* [WORK REQUIRED]
Reproduce all records exactly.

[Stored records]
============================================================
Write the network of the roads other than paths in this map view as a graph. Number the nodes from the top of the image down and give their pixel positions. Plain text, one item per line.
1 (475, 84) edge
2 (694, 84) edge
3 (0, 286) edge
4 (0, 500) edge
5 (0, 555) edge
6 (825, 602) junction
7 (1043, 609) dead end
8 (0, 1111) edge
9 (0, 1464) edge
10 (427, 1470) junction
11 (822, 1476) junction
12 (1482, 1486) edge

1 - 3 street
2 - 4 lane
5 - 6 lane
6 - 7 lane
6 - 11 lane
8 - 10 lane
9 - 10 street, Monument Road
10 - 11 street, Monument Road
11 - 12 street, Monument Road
============================================================
* [COMPLETED EXERCISE]
Write the network of the roads other than paths in this map view as a graph. Number the nodes from the top of the image down and give their pixel positions. Plain text, one item per line.
1 (475, 84) edge
2 (694, 84) edge
3 (0, 286) edge
4 (0, 500) edge
5 (0, 555) edge
6 (825, 602) junction
7 (1043, 609) dead end
8 (0, 1111) edge
9 (0, 1464) edge
10 (427, 1470) junction
11 (822, 1476) junction
12 (1482, 1486) edge

1 - 3 street
2 - 4 lane
5 - 6 lane
6 - 7 lane
6 - 11 lane
8 - 10 lane
9 - 10 street, Monument Road
10 - 11 street, Monument Road
11 - 12 street, Monument Road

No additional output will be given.